WM. JAMES.

Love to all the Childs, please, and all the Nortons who may be within reach.

To Theodore Flournoy.

Pensione Villa Maggiore
(Pallanza), Sept. 19, 1892.

My dear Flournoy,—Your most agreeable letter—one of those which one preserves to read in one's old age—came yesterday.... I am much obliged to you for the paper by Sécretan, and (unless you deny me the permission) I propose to keep it, and let you get a new one, which you can do more easily than I. It is much too oracular and brief, but its pregnancy is a good example of what an intellect gains by growing old: one says vast things simply. I read it stretched on the grass of Monte Motterone, the Rigi of this region, just across the Lake, with all the kingdoms of the earth stretched before me, and I realized how exactly a philosophic Weltansicht resembles that from the top of a mountain. You are driven, as you ascend, into a choice of fewer and fewer paths, and at last you end in two or three simple attitudes from each of which we see a great part of the Universe amazingly simplified and summarized, but nowhere the entire view at once. I entirely agree that Renouvier's system fails to satisfy, but it seems to me the classical and consistent expression of one of the great attitudes: that of insisting on logically intelligible formulas. If one goes beyond, one must abandon the hope of formulas altogether, which is what all pious sentimentalists do; and with them M. Sécretan, since he fails to give any articulate substitute for the "Criticism" he finds so unsatisfactory. Most philosophers give formulas, and inadmissible ones, as when Sécretan makes a memoire sans oubli = duratio tota simul = eternity!

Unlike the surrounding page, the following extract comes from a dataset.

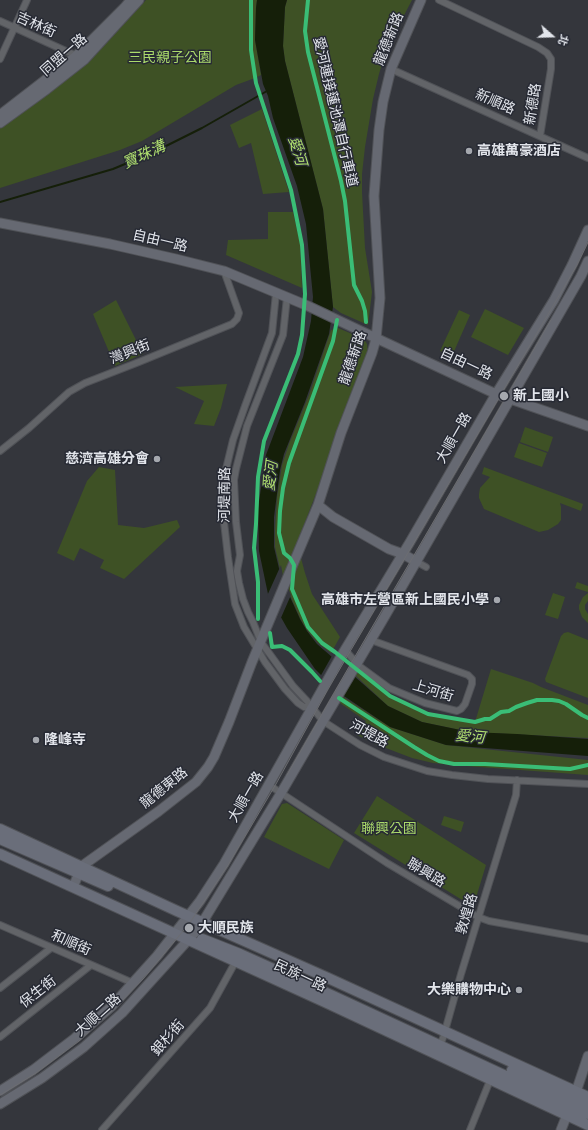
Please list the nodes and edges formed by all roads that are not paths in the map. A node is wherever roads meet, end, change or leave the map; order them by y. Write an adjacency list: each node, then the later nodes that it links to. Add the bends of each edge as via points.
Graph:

I have been reading with much interest the articles on the will by Fouillée, in the "Revue Philosophique" for June and August. There are admirable descriptive pages, though the final philosophy fails to impress me much. I am in good condition now, and must try to do a little methodical work every day in Florence, in spite of the temptations to flânerie of the sort of life.

I did hope to have spent a few days in Geneva before crossing the mountains! But perhaps, for the holidays, you and Madame Flournoy will cross them to see us at Florence. The Vers-chez-les-Blanc days are something that neither she nor I will forget!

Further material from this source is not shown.